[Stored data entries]
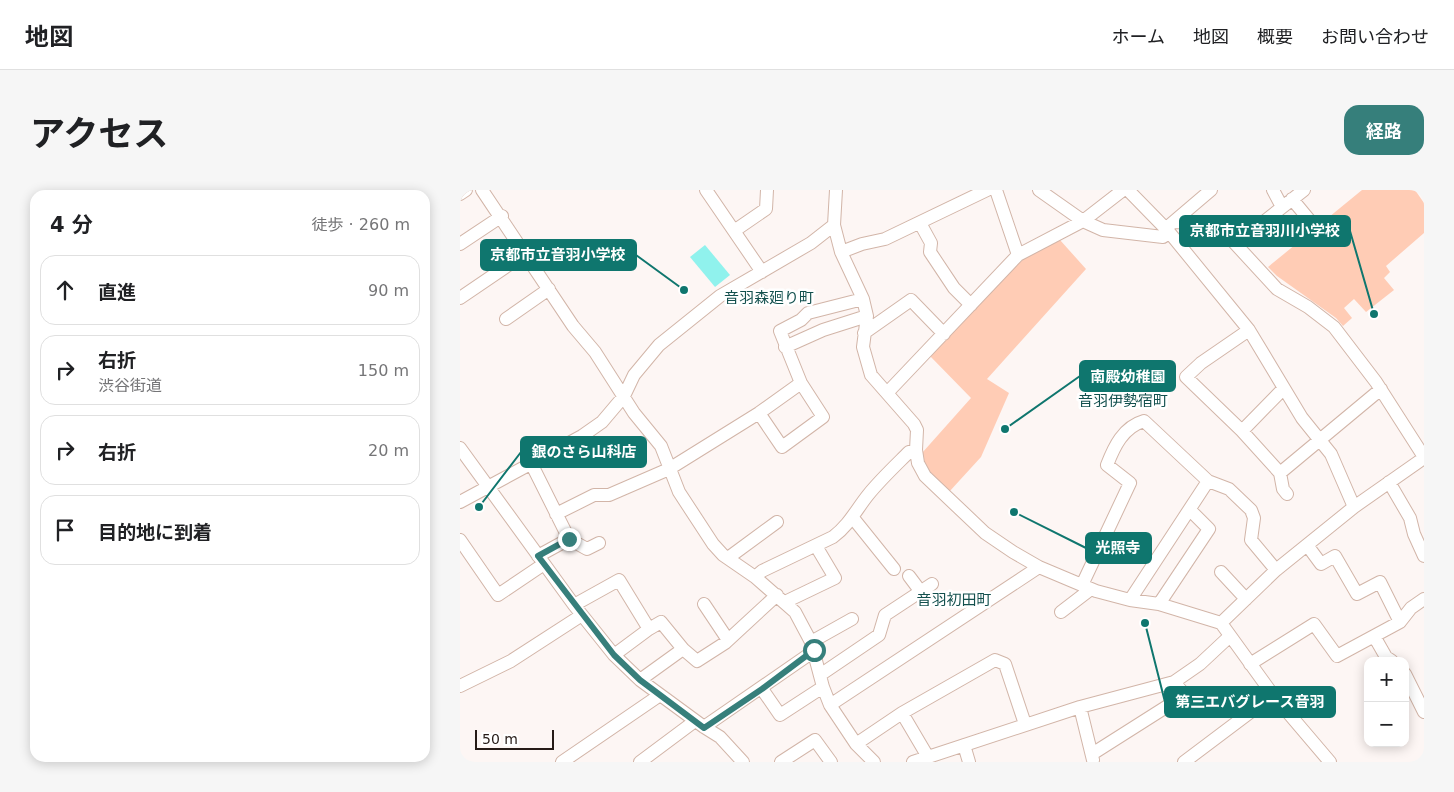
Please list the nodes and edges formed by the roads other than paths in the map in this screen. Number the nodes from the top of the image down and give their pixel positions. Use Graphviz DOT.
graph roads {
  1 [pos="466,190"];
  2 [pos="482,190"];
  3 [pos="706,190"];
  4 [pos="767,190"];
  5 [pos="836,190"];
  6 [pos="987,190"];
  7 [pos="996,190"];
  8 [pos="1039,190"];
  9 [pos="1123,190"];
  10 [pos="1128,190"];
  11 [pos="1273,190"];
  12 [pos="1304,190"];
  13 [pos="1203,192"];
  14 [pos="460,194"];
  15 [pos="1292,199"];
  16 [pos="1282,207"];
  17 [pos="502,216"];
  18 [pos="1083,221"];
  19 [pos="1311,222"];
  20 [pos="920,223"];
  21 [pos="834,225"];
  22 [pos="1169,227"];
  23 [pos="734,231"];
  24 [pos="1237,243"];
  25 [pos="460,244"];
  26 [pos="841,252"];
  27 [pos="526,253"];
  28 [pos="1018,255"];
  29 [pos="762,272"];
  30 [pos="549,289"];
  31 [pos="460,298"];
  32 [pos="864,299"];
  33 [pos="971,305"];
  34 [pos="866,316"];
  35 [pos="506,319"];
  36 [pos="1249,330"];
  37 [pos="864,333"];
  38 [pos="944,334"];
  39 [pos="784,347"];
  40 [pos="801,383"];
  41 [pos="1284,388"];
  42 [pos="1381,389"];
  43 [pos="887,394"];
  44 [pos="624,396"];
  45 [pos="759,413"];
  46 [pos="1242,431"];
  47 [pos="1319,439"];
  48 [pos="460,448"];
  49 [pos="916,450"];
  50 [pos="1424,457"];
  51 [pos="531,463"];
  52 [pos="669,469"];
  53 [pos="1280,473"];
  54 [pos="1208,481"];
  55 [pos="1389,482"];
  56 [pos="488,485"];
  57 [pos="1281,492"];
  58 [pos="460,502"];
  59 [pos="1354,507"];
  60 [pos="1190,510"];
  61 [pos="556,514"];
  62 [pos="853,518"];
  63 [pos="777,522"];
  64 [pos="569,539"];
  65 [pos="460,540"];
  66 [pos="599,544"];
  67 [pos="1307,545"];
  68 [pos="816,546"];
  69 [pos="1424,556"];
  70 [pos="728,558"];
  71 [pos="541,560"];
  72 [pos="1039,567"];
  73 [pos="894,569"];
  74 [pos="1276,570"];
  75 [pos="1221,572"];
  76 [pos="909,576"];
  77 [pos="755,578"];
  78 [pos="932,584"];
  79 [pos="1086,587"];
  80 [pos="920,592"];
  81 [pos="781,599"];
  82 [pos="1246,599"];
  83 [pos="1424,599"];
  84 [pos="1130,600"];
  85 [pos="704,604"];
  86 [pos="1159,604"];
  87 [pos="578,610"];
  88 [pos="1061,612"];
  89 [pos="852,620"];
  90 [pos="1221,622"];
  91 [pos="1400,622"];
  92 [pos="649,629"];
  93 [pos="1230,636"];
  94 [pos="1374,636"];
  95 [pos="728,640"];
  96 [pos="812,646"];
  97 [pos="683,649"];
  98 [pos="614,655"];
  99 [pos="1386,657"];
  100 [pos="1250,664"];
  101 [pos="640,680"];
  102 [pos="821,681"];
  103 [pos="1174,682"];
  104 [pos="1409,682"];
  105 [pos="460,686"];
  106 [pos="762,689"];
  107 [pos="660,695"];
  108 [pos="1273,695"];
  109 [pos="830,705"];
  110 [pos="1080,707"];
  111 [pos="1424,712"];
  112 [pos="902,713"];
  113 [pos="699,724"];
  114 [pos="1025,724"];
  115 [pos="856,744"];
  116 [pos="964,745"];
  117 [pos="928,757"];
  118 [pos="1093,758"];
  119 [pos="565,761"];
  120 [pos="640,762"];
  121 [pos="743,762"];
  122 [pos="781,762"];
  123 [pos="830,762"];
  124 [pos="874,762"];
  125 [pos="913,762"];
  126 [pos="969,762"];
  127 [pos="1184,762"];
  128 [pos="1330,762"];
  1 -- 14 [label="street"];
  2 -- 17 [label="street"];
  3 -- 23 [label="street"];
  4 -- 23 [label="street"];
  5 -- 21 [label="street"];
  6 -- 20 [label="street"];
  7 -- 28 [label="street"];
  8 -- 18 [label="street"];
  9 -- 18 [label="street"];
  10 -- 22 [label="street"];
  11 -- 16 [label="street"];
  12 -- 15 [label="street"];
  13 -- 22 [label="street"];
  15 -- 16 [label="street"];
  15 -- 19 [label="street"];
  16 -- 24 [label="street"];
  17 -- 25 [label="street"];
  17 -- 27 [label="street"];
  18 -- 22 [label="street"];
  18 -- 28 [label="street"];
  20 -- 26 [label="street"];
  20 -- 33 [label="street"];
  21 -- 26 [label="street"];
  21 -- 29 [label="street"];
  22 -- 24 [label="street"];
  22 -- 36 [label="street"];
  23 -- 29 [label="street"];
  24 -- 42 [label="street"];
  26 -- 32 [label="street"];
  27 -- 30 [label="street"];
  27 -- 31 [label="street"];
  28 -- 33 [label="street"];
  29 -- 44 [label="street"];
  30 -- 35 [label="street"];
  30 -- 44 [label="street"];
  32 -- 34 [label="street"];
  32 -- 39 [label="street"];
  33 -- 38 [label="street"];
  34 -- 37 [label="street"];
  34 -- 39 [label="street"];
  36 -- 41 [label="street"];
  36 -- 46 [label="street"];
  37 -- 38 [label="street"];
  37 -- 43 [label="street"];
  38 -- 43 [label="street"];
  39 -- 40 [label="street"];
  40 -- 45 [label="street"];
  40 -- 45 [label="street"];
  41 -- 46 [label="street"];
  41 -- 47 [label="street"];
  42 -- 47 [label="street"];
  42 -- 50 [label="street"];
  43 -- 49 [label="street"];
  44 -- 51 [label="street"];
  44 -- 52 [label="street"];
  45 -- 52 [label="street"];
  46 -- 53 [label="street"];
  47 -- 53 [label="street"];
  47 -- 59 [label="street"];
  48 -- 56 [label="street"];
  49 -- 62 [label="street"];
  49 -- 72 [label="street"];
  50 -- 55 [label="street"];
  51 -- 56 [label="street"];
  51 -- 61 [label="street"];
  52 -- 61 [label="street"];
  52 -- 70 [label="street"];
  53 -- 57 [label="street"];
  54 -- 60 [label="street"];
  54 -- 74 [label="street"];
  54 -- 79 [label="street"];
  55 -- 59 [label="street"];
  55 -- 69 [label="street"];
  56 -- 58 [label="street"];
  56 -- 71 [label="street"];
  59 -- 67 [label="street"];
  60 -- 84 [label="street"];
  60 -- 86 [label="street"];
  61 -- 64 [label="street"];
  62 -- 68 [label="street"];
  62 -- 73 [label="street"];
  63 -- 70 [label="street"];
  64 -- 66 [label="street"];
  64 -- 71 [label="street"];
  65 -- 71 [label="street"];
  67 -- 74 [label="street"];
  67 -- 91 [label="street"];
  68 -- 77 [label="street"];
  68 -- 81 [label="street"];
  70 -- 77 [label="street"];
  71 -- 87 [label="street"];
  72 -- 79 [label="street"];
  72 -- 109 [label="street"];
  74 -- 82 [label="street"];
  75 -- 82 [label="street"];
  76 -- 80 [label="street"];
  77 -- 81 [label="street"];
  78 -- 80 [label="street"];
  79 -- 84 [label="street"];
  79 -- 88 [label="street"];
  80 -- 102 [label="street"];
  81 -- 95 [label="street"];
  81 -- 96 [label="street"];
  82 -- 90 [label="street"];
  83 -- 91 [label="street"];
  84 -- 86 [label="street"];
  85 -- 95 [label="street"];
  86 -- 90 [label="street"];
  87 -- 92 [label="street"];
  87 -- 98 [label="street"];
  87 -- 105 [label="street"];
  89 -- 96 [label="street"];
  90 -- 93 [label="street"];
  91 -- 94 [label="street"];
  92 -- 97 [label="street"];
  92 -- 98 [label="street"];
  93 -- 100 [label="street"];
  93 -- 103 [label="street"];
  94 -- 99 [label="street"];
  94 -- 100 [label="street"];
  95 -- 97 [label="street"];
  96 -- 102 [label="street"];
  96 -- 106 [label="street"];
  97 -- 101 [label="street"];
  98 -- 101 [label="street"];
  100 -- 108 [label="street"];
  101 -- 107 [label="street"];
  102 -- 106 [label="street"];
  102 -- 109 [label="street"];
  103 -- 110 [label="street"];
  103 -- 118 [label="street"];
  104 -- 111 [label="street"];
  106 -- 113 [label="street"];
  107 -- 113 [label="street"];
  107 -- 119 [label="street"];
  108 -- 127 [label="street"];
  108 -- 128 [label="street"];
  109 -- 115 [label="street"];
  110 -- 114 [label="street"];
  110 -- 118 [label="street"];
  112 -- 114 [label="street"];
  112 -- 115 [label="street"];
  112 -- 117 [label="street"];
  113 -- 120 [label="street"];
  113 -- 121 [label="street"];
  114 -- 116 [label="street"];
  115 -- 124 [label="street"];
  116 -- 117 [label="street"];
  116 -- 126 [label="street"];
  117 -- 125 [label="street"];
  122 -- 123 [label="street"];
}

> ASSIGNMENT: Single out each line of the records above with the string "roads" in it, and copy it.

> RESULT FOR THIS EXERCISE:
Please list the nodes and edges formed by the roads other than paths in the map in this screen. Number the nodes from the top of the image down and give their pixel positions. Use Graphviz DOT.
graph roads {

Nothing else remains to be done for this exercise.